Tackling the ‘data dump’ challenge

In the coming era of AI and machine learning, IB argues that enterprises need the right data management platform to ensure Hadoop is a data “lake” rather than data “swamp.”

Big Data initiatives are multiplying at an unprecedented rate. The near-ubiquitous discussion of IoT and the accelerating adoption of AI and machine learning are putting pressure on Big Data and analytics to perform.

But are enterprises able to keep pace? This was the question posed by Brent Bruin, senior systems engineer at Information Builders, at the third annual Big Data & Analytics Summit Canada held recently in Toronto.

Bruin’s presentation, Accelerating Big Data Initiatives, specifically addressed the role of the Hadoop ecosystem in Big Data integration projects; his conclusion was that skills gaps and increased data complexity can hinder rather than speed Big Data solution deployment.

The key to improving prospects for success, he argued, is to optimize data acquisition processes and focus on data science instead. The biggest challenge in achieving that is the data modelling side of the equation. “People may or may not understand how their data gets stored.”

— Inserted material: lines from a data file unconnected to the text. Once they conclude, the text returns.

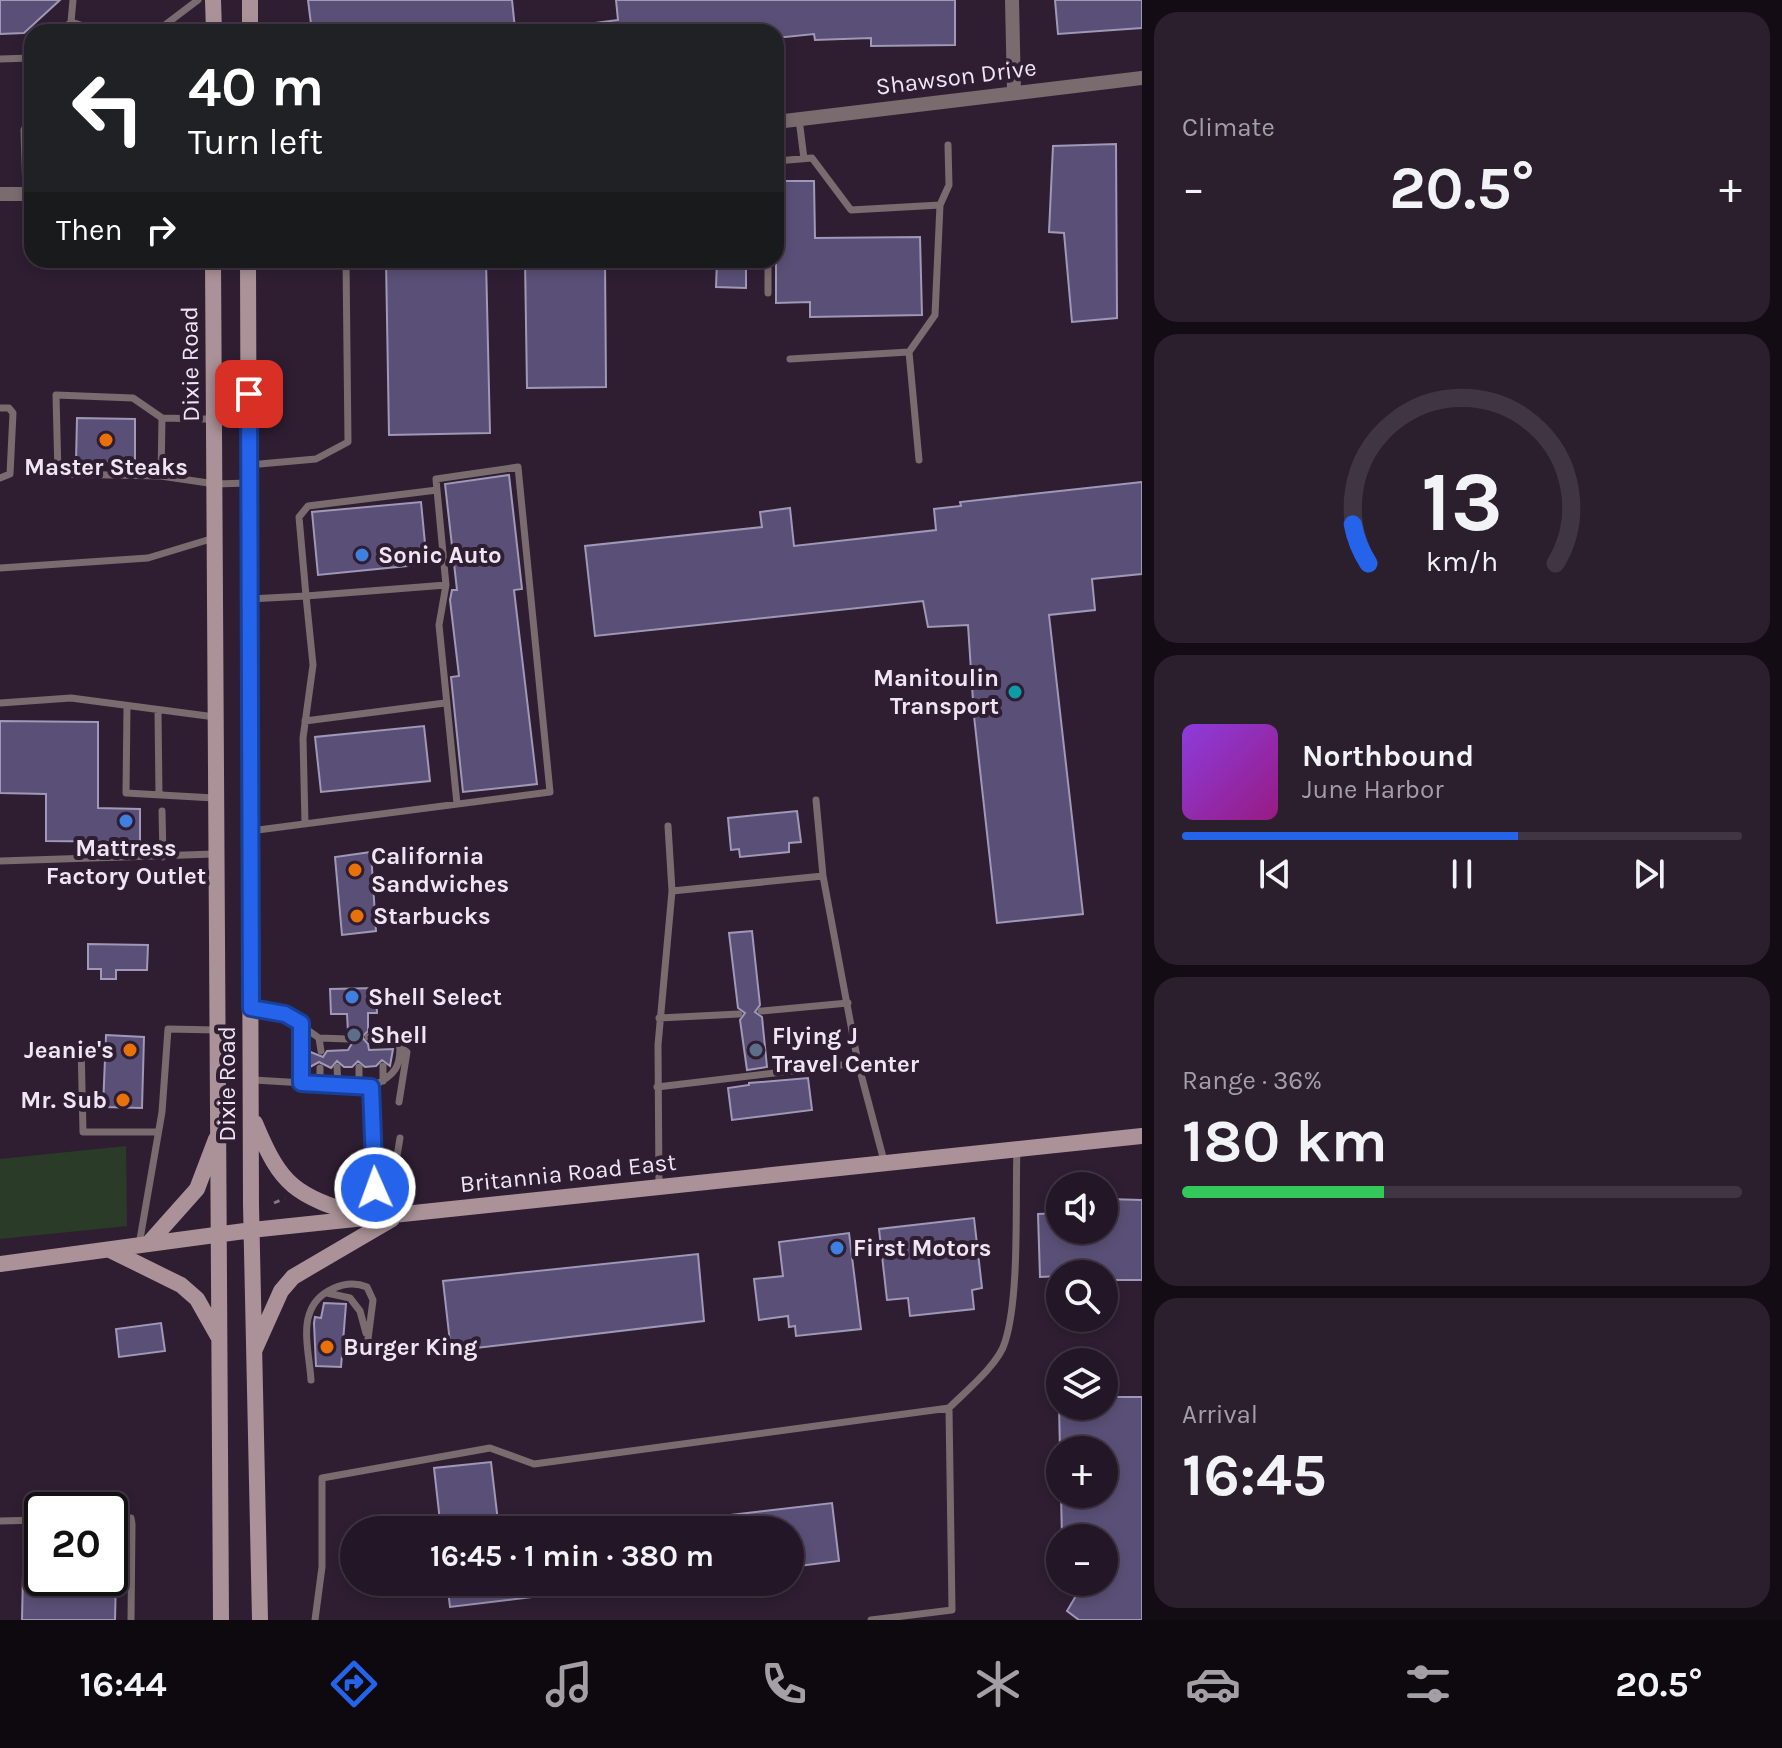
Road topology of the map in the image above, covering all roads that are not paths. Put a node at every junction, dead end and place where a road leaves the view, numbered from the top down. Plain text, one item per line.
1 (73, 0) edge
2 (198, 0) edge
3 (213, 0) edge
4 (250, 0) edge
5 (1012, 0) edge
6 (71, 22) joint
7 (76, 24) edge
8 (166, 24) edge
9 (214, 24) edge
10 (250, 24) edge
11 (24, 58) edge
12 (0, 59) edge
13 (1142, 78) edge
14 (1014, 92) junction
15 (799, 119) junction
16 (784, 121) edge
17 (948, 145) dead end
18 (804, 159) junction
19 (784, 160) edge
20 (0, 194) edge
21 (24, 194) edge
22 (940, 205) junction
23 (213, 268) edge
24 (248, 268) edge
25 (346, 268) edge
26 (768, 268) edge
27 (768, 293) dead end
28 (909, 352) junction
29 (790, 359) dead end
30 (0, 408) edge
31 (162, 418) junction
32 (215, 419) junction
33 (249, 421) junction
34 (919, 460) dead end
35 (249, 465) junction
36 (161, 476) junction
37 (0, 478) edge
38 (249, 483) junction
39 (215, 484) junction
40 (437, 490) junction
41 (216, 537) junction
42 (0, 568) edge
43 (446, 585) junction
44 (306, 596) junction
45 (250, 599) junction
46 (0, 703) edge
47 (445, 703) junction
48 (127, 708) junction
49 (158, 711) junction
50 (217, 717) junction
51 (305, 721) junction
52 (159, 795) junction
53 (217, 798) junction
54 (816, 800) dead end
55 (457, 804) junction
56 (162, 811) dead end
57 (305, 824) junction
58 (668, 826) dead end
59 (250, 831) junction
60 (217, 854) junction
61 (163, 857) junction
62 (0, 861) edge
63 (823, 876) junction
64 (672, 891) junction
65 (848, 1003) junction
66 (251, 1008) junction
67 (761, 1011) dead end
68 (739, 1014) dead end
69 (659, 1018) junction
70 (301, 1023) junction
71 (218, 1030) junction
72 (368, 1037) dead end
73 (319, 1038) junction
74 (339, 1039) junction
75 (348, 1039) dead end
76 (386, 1039) junction
77 (81, 1044) dead end
78 (400, 1047) junction
79 (385, 1050) dead end
80 (321, 1051) dead end
81 (339, 1051) dead end
82 (858, 1063) junction
83 (383, 1066) dead end
84 (337, 1067) dead end
85 (359, 1067) dead end
86 (320, 1068) dead end
87 (251, 1080) junction
88 (383, 1081) junction
89 (301, 1083) junction
90 (320, 1084) junction
91 (338, 1085) junction
92 (359, 1086) junction
93 (371, 1087) junction
94 (657, 1087) junction
95 (399, 1102) dead end
96 (251, 1114) junction
97 (219, 1130) junction
98 (158, 1132) junction
99 (1142, 1136) edge
100 (400, 1138) dead end
101 (1017, 1149) junction
102 (374, 1160) junction
103 (884, 1163) junction
104 (659, 1187) junction
105 (399, 1215) junction
106 (371, 1217) junction
107 (252, 1230) junction
108 (220, 1234) junction
109 (144, 1245) junction
110 (109, 1249) junction
111 (0, 1264) edge
112 (327, 1293) junction
113 (220, 1341) junction
114 (253, 1354) junction
115 (311, 1380) dead end
116 (949, 1408) junction
117 (128, 1518) edge
118 (24, 1520) edge
119 (0, 1521) edge
120 (131, 1620) edge
121 (221, 1620) edge
122 (260, 1620) edge
123 (315, 1620) edge
124 (871, 1620) edge

1 - 6 lane
2 - 8 lane
3 - 9 main road
4 - 10 main road
5 - 14 street
6 - 7 lane
11 - 12 lane
13 - 14 street, Shawson Drive
14 - 15 street, Shawson Drive
15 - 16 street, Shawson Drive
15 - 18 lane
17 - 22 lane
18 - 19 lane
18 - 22 lane
20 - 21 street
22 - 28 lane
23 - 32 main road, Dixie Road
24 - 33 main road, Dixie Road
25 - 35 lane
26 - 27 lane
28 - 29 lane
28 - 34 lane
30 - 37 lane
31 - 32 lane
31 - 36 lane
31 - 36 lane
32 - 33 lane
32 - 39 main road, Dixie Road
33 - 35 main road, Dixie Road
35 - 38 main road, Dixie Road
36 - 39 lane
38 - 39 lane
38 - 45 main road, Dixie Road
39 - 41 main road, Dixie Road
40 - 43 lane
40 - 44 lane
40 - 55 lane
41 - 42 lane
41 - 50 main road, Dixie Road
43 - 44 lane
43 - 47 lane
44 - 45 lane
44 - 51 lane
45 - 59 main road, Dixie Road
46 - 48 lane
47 - 51 lane
47 - 55 lane
48 - 49 lane
48 - 52 lane
49 - 50 lane
49 - 52 lane
50 - 53 main road, Dixie Road
51 - 57 lane
52 - 53 lane
53 - 60 main road, Dixie Road
54 - 63 lane
55 - 57 lane
56 - 61 lane
57 - 59 lane
58 - 64 lane
59 - 66 main road, Dixie Road
60 - 61 lane
60 - 71 main road, Dixie Road
61 - 62 lane
63 - 64 lane
63 - 65 lane
64 - 69 lane
65 - 67 lane
65 - 82 lane
66 - 70 lane
66 - 87 main road, Dixie Road
68 - 69 lane
69 - 94 lane
70 - 73 lane
70 - 89 lane
71 - 97 main road, Dixie Road
71 - 98 lane
72 - 76 lane
73 - 74 lane
73 - 80 lane
74 - 75 lane
74 - 81 lane
76 - 78 lane
76 - 79 lane
77 - 98 lane
78 - 88 lane
78 - 95 lane
82 - 94 lane
82 - 103 lane
83 - 88 lane
84 - 91 lane
85 - 92 lane
86 - 90 lane
87 - 89 lane
87 - 96 main road, Dixie Road
88 - 93 lane
89 - 90 lane
90 - 91 lane
91 - 92 lane
92 - 93 lane
93 - 102 lane
94 - 104 lane
96 - 106 main road
96 - 107 main road, Dixie Road
97 - 108 main road, Dixie Road
97 - 109 main road
98 - 109 lane
99 - 101 main road, Britannia Road East
100 - 102 lane
101 - 103 main road, Britannia Road East
101 - 116 lane
102 - 106 lane
103 - 104 main road, Britannia Road East
104 - 105 main road, Britannia Road East
105 - 106 main road, Britannia Road East
105 - 114 main road
106 - 107 main road, Britannia Road East
107 - 108 main road, Britannia Road East
107 - 114 main road, Dixie Road
108 - 109 main road, Britannia Road East
108 - 113 main road, Dixie Road
109 - 110 main road, Britannia Road East
110 - 111 main road, Britannia Road East
110 - 113 main road
112 - 112 lane
112 - 115 lane
113 - 121 main road, Dixie Road
114 - 122 main road, Dixie Road
116 - 123 lane
116 - 124 lane
117 - 120 lane
118 - 119 lane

Herein lies the challenge. As an open source development initiative, Hadoop is a “big bucket distribution platform” that was traditionally designed to store structured and unstructured data, Bruin explained. “It handles unstructured data very well, but if you have a lot of unstructured data, you will want to be able to work with it.”

There is no question Hadoop excels as a storage platform, he added. “It’s great if you want to put stuff there and forget it. What it is not out-of-the-box is a data management platform. You have to spend a lot of time on programming, and if you don’t have the skill sets in house, you have to go and hire new resources to do it.”

Hadoop developers are not easy to find, and they are not cheap, Bruin said. “It hearkens back to the Y2K days when experts were in short supply and commanding exorbitant salaries and hourly rates. There was a real gap in the marketplace for programmers and no help from other sources. We can assume the same today with Hadoop. It is complex and has a lot of moving parts. I think about it this way: a Teradata or Oracle implementation is like a 747 flying in sky. Hadoop, on the other hand, could be 12 million parts flying in close formation; you have to know a lot about those individual parts to be able to talk to and coordinate them.”

Despite the challenges, a platform such as Hadoop holds great appeal for organizations from a cost perspective, said Ganesh Iyer, iWay solutions specialist for Information Builders. “With Hadoop you can have a massive computing environment that’s run on commodity hardware using open source technology.”

Ganesh Iyer, pre-sales solution specialist, Enterprise Software, Information Builders

Iyer cited the example of a software-as-a-service company that provisioned separate databases for customers when they were onboarded. “Over a period of time, it had amassed thousands of SQL Server-based databases resulting in significant challenge in the implementation of analytics across its customer base. A traditional enterprise data warehouse strategy would involve consolidating the data in SQL Server at astronomical cost. In that case, it would be far better to leave the databases as they were and move the information into a Hadoop cluster at a fraction of the cost.”

Having a Hadoop cluster is one thing. Making the best use of it is something else, Iyer said. “Up to 70 percent of the complexity in any data management project is getting data into the right format. Business intelligence is much easier once you do that.”

Information Builders’ iWay Big Data Integrator is an example of an offering designed to streamline that process. It “insulates” organizations from the complexity of Hadoop by providing a native approach to data integration and management, Iyer explained. Organizations are able to support any kind of Big Data integration use case by incorporating Sqoop for data replication, capture and export; Flume for streaming and unstructured data acquisition; and iWay Service Manager for ingestion of non-Hadoop data, such as transactions, messages, IoT and other data sources.

The end result is a shorter learning curve as organizations don’t need to know the minutiae. “That’s because it all runs natively in the cluster,” Iyer said. “Optimizing the ingestion process in turn allows the organization to scale faster and achieve total cost of ownership sooner. The most important thing is that nothing we are doing is proprietary. Hadoop code is being generated behind the scenes.”

Another benefit of the Big Data integration approach is that it prevents a tool like Hadoop from becoming a dumping ground for data, he added. “If an organization is not verifying data, it becomes a swamp rather than a lake. Embedded data quality technology with CDI [customer data integration] ensures the data is clean to start with.”

The timing around this kind of approach is becoming even more critical as AI moves mainstream, Bruin noted. “Microsoft CRM and Salesforce have rolled out announcements that AI will be their decision-making engine. To do that you need data quality tools or services. A tool such as Hadoop, combined with a progressive data management development tool, facilitates that massive collection, aggregation and storage to allow organizations to step into those realms.”

“People have been looking at AI and machine learning for ages,” Iyer agreed. “The problem was there was never enough information and computing power and the platforms were not robust enough to achieve it. Now, with the right data integration approach, they can.”